A Collective Responsibility
“This outbreak highlights the risks faced by unvaccinated children. Protecting children from measles requires collective action. Parents, caregivers, teachers, and religious leaders all play a vital role in encouraging vaccination and reporting suspected cases,” said Dr Allison Gocotano, WHO Representative to Nepal, a.i.
Strengthening Systems for the Future
This rapid and coordinated response underscores a critical lesson: Early detection, swift laboratory confirmation, immediate field mobilization, and timely immunization were key to protecting vulnerable children and limiting further spread.

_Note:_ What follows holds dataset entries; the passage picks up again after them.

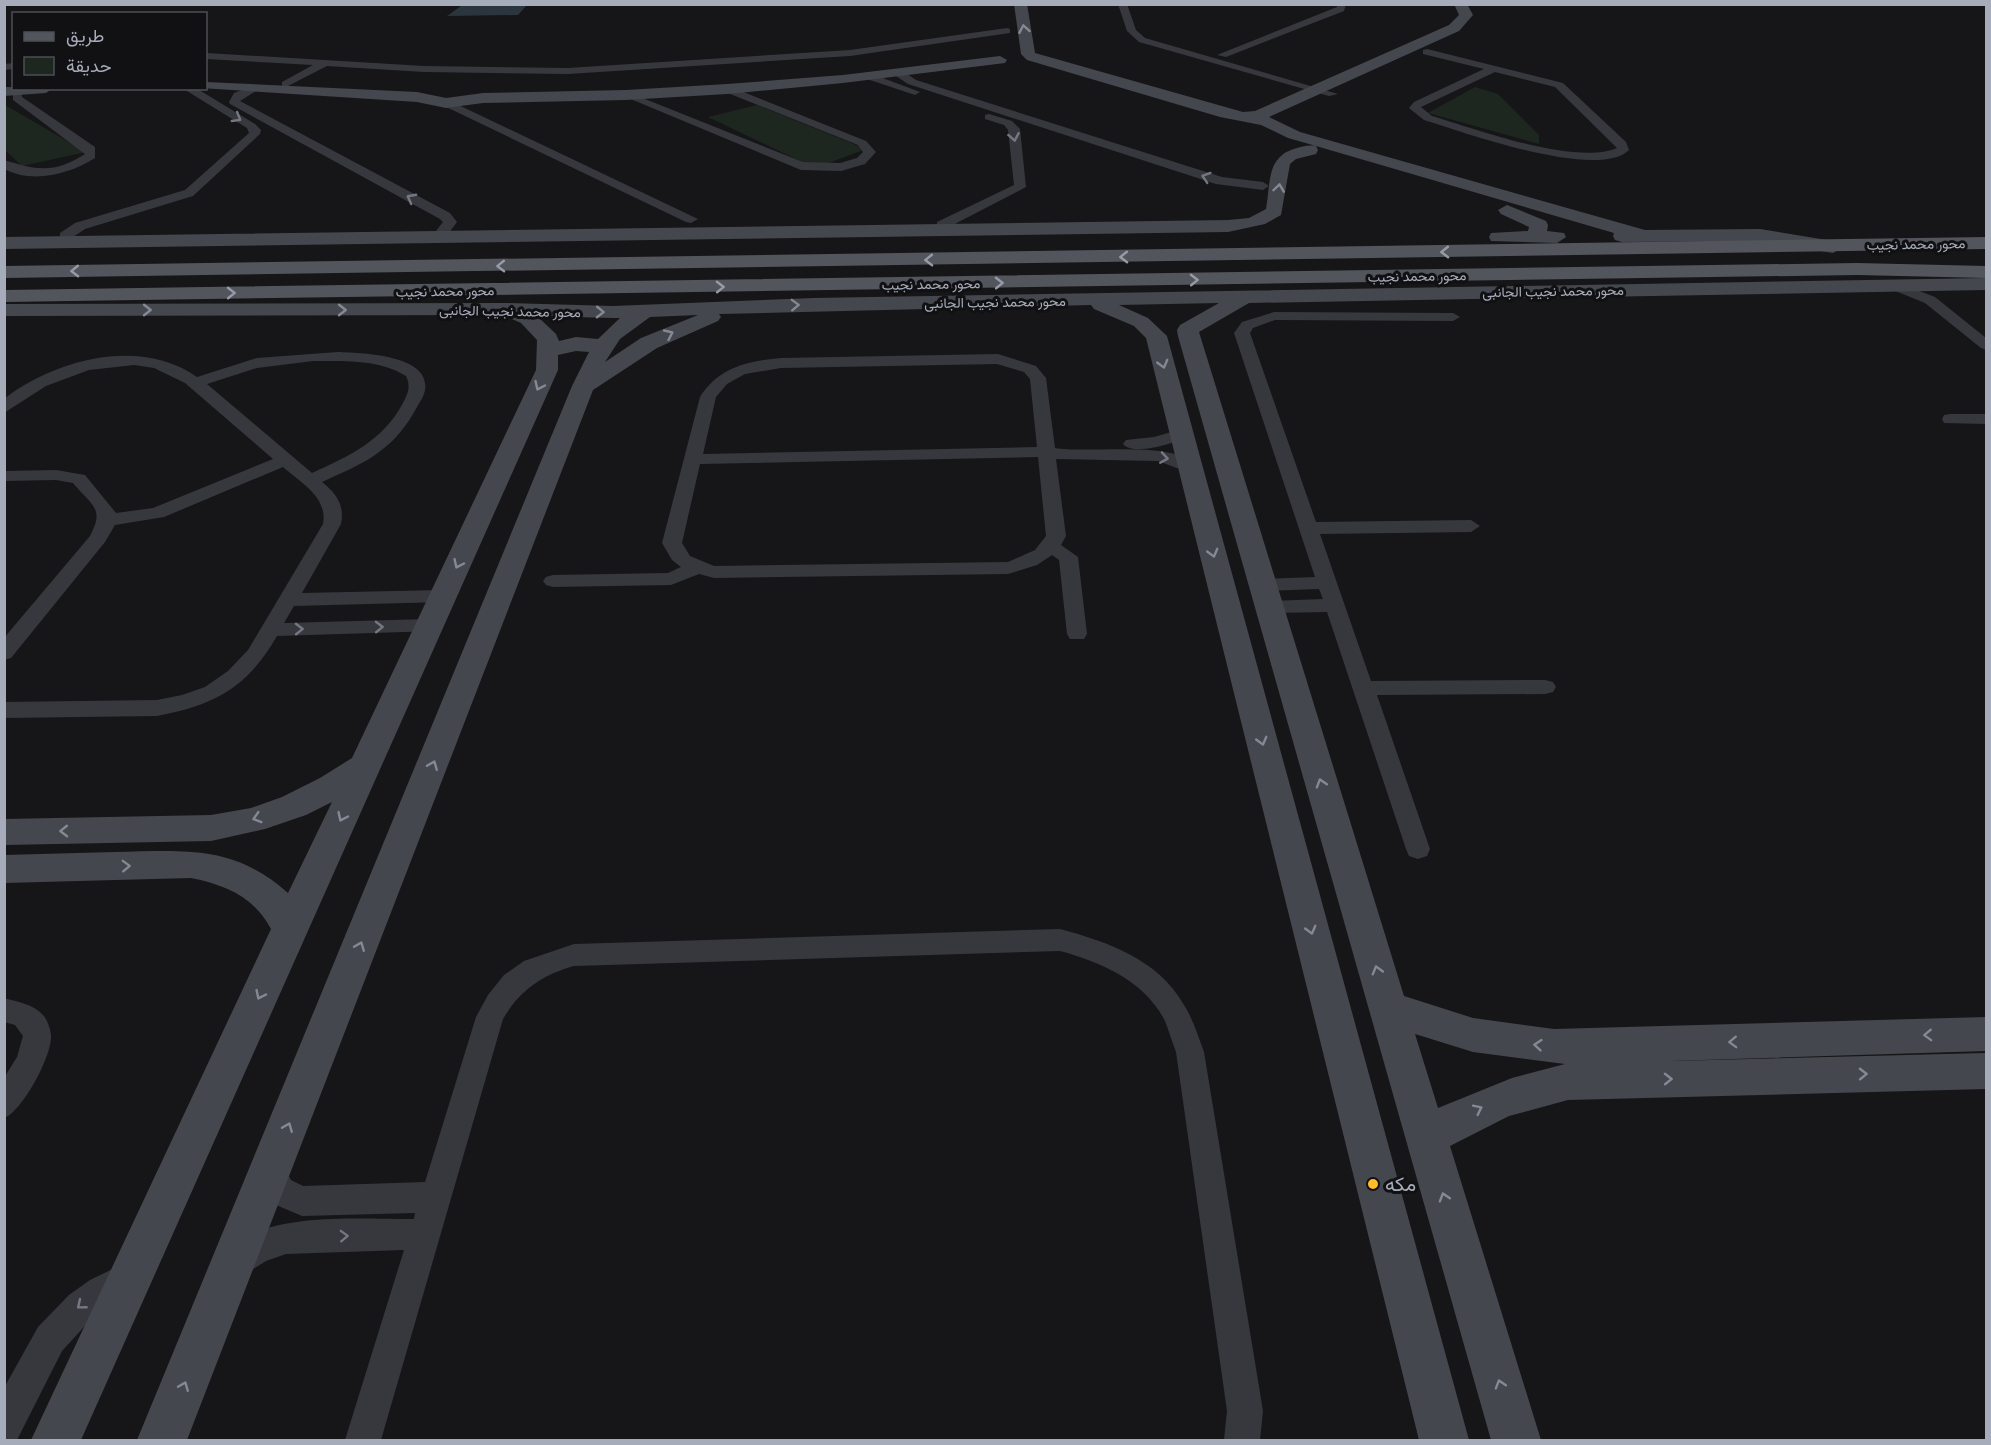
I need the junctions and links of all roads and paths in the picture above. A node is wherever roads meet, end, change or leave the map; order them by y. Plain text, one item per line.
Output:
1 (1020, 4) edge
2 (1342, 4) edge
3 (1460, 4) edge
4 (1123, 6) edge
5 (1137, 7) dead end
6 (1479, 10) edge
7 (1004, 15) dead end
8 (1146, 28) dead end
9 (1007, 31) junction
10 (1419, 50) junction
11 (1014, 55) junction
12 (1222, 55) junction
13 (207, 56) edge
14 (327, 62) junction
15 (1494, 68) junction
16 (900, 72) junction
17 (868, 76) junction
18 (207, 79) edge
19 (286, 84) junction
20 (207, 86) edge
21 (254, 88) junction
22 (727, 88) junction
23 (10, 89) edge
24 (1329, 89) junction
25 (190, 90) edge
26 (626, 94) junction
27 (475, 95) junction
28 (444, 97) junction
29 (1246, 117) junction
30 (1227, 125) junction
31 (1269, 133) junction
32 (1310, 150) junction
33 (4, 164) edge
34 (1263, 186) junction
35 (1481, 195) junction
36 (1519, 206) junction
37 (942, 225) junction
38 (701, 226) junction
39 (981, 227) junction
40 (440, 234) junction
41 (1665, 235) junction
42 (4, 236) edge
43 (65, 236) junction
44 (1641, 236) junction
45 (1498, 237) joint
46 (1544, 237) junction
47 (89, 239) junction
48 (4, 243) edge
49 (1986, 243) edge
50 (1839, 247) junction
51 (1986, 251) edge
52 (1474, 252) junction
53 (664, 264) junction
54 (1986, 264) edge
55 (542, 265) junction
56 (1857, 269) junction
57 (4, 272) edge
58 (1986, 272) edge
59 (1593, 274) junction
60 (1986, 284) edge
61 (1893, 285) junction
62 (1944, 285) junction
63 (692, 287) junction
64 (1254, 288) junction
65 (1649, 288) junction
66 (555, 289) junction
67 (115, 295) junction
68 (4, 296) edge
69 (1073, 301) junction
70 (746, 306) junction
71 (508, 309) junction
72 (4, 310) edge
73 (45, 310) junction
74 (97, 311) junction
75 (645, 311) junction
76 (1949, 314) junction
77 (1968, 314) junction
78 (1452, 317) dead end
79 (4, 322) edge
80 (1986, 329) edge
81 (1188, 330) junction
82 (1152, 331) junction
83 (1986, 345) edge
84 (602, 346) junction
85 (550, 350) junction
86 (195, 383) junction
87 (583, 386) junction
88 (4, 408) edge
89 (1950, 419) dead end
90 (1986, 419) edge
91 (1182, 434) junction
92 (1047, 452) junction
93 (693, 459) junction
94 (285, 460) junction
95 (1191, 468) junction
96 (4, 476) edge
97 (310, 481) junction
98 (535, 510) junction
99 (482, 511) junction
100 (108, 520) junction
101 (1471, 526) dead end
102 (1307, 528) junction
103 (1051, 547) junction
104 (697, 568) junction
105 (553, 581) dead end
106 (1326, 584) junction
107 (1266, 596) junction
108 (287, 600) junction
109 (1334, 605) junction
110 (436, 611) junction
111 (269, 630) junction
112 (1077, 634) dead end
113 (4, 654) edge
114 (1545, 687) dead end
115 (1362, 688) junction
116 (1295, 696) junction
117 (1250, 697) junction
118 (4, 710) edge
119 (366, 765) junction
120 (4, 832) edge
121 (1418, 849) dead end
122 (4, 869) edge
123 (290, 930) junction
124 (1388, 1008) junction
125 (4, 1010) edge
126 (1986, 1034) edge
127 (1986, 1071) edge
128 (4, 1105) edge
129 (1426, 1137) junction
130 (270, 1172) junction
131 (436, 1197) junction
132 (425, 1234) junction
133 (230, 1271) junction
134 (131, 1276) junction
135 (4, 1427) edge
136 (56, 1440) edge
137 (162, 1440) edge
138 (363, 1440) edge
139 (1242, 1440) edge
140 (1444, 1440) edge
141 (1516, 1440) edge

11 -> 1 street
2 - 12 street
3 - 10 street
4 - 5 street
4 - 24 street
6 - 10 street
7 - 9 street
8 - 12 street
9 - 11 street
9 - 14 street
10 - 15 street
10 - 24 street
11 - 16 street
11 - 27 street
11 - 29 street
11 - 30 street
12 - 24 street
13 - 14 street
14 - 19 street
15 - 15 street
16 - 17 street
34 -> 16 street
17 - 22 street
17 -> 37 street
18 - 19 street
19 - 28 street
20 - 21 street
21 - 28 street
40 -> 21 street
22 - 26 street
22 - 26 street
23 - 33 street
24 - 29 street
24 - 31 street
25 -> 43 street
26 - 27 street
27 - 28 street
28 - 38 street
29 - 30 street
29 - 31 street
30 - 31 street
31 - 32 street
31 - 34 street
31 - 35 street
32 - 35 street
39 -> 32 street
34 - 39 street
35 - 36 street
36 - 41 street
36 - 44 street
36 - 46 street
37 - 38 street
37 - 39 street
38 - 39 street
38 - 40 street
40 - 47 street
41 - 44 street
41 - 50 street
42 - 43 street
43 - 47 street
44 - 46 street
45 - 46 street
45 - 52 main road
47 - 48 street
49 - 50 main road, محور محمد نجيب
50 - 51 main road, محور محمد نجيب
50 - 52 main road, محور محمد نجيب
52 -> 53 main road, محور محمد نجيب
53 - 55 main road, محور محمد نجيب
53 - 63 main road
54 - 56 main road, محور محمد نجيب
55 -> 57 main road, محور محمد نجيب
55 - 66 main road
56 - 58 main road, محور محمد نجيب
56 - 59 main road, محور محمد نجيب
59 - 64 main road, محور محمد نجيب
59 - 65 main road
60 - 62 street, محور محمد نجيب الجانبى
61 - 62 street, محور محمد نجيب الجانبى
61 - 65 street, محور محمد نجيب الجانبى
61 - 76 street
62 - 77 street
63 -> 64 main road, محور محمد نجيب
63 - 66 main road, محور محمد نجيب
64 - 65 street, محور محمد نجيب الجانبى
64 - 69 street, محور محمد نجيب الجانبى
64 - 81 street
67 -> 66 main road, محور محمد نجيب
67 - 68 main road, محور محمد نجيب
67 - 74 main road
70 -> 69 street, محور محمد نجيب الجانبى
69 - 82 street
70 - 75 street, محور محمد نجيب الجانبى
87 -> 70 street
74 -> 71 street, محور محمد نجيب الجانبى
71 -> 75 street, محور محمد نجيب الجانبى
71 - 85 street
72 - 73 street, محور محمد نجيب الجانبى
73 - 74 street, محور محمد نجيب الجانبى
73 - 79 street
75 - 84 street
76 - 77 street
76 - 83 street
77 - 80 street
78 - 102 street
81 - 82 street
81 - 107 street
82 -> 91 street
84 - 85 street
84 - 87 street
85 -> 99 street
86 - 88 street
86 - 94 street
86 - 97 street
87 - 98 street
89 - 90 street
91 - 92 street
91 - 95 street
92 - 93 street
92 - 93 street
92 -> 95 street
92 - 103 street
93 - 104 street
94 - 97 street
94 - 100 street
95 -> 117 street
96 - 100 street
97 - 108 street
98 - 99 street
130 -> 98 street
99 -> 110 street
100 - 113 street
101 - 102 street
102 - 106 street
103 - 104 street
103 - 112 street
104 - 105 street
106 - 107 street
106 - 109 street
107 - 109 street
107 - 116 street
108 - 110 street
108 - 111 street
109 - 115 street
111 -> 110 street
110 - 119 street
111 - 118 street
114 - 115 street
115 - 121 street
116 - 117 street
124 -> 116 street
117 -> 140 street
119 -> 120 street
119 -> 123 street
122 -> 123 street
123 -> 134 street
126 -> 124 street
124 - 129 street
125 - 128 street
129 -> 127 street
141 -> 129 street
130 - 131 street
130 - 133 street
131 - 132 street
131 - 139 street
133 -> 132 street
132 - 138 street
137 -> 133 street
134 -> 135 street
134 - 136 street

Through close collaboration with the Ministry of Health and Population, provincial and local governments, WHO remains committed to strengthening outbreak preparedness, surveillance systems, and routine immunization services across Nepal.
About Measles:
Measles is one of the most contagious diseases and one of the leading causes of childhood mortality globally. It is spread when an infected person sneezes or coughs. Initial symptoms usually occur 10–14 days after infection and comprise high fever, runny nose, red eyes. Within 3-4 days of fever, a rash develops on the face and neck and will gradually spread downwards. The most severe complications of measles include blindness, encephalitis (an infection that causes brain swelling), severe diarrhea, and pneumonia. Unvaccinated young children and pregnant women are at highest risk of severe measles complications.
Measles and rubella infections are preventable through immunization. The Government of Nepal provides two doses of measles-rubella vaccine free of cost at the age of 9 months and 15 months. In case a child has missed any doses, the child can be vaccinated as early or until 5 years of age. For additional information, contact your nearest health facility.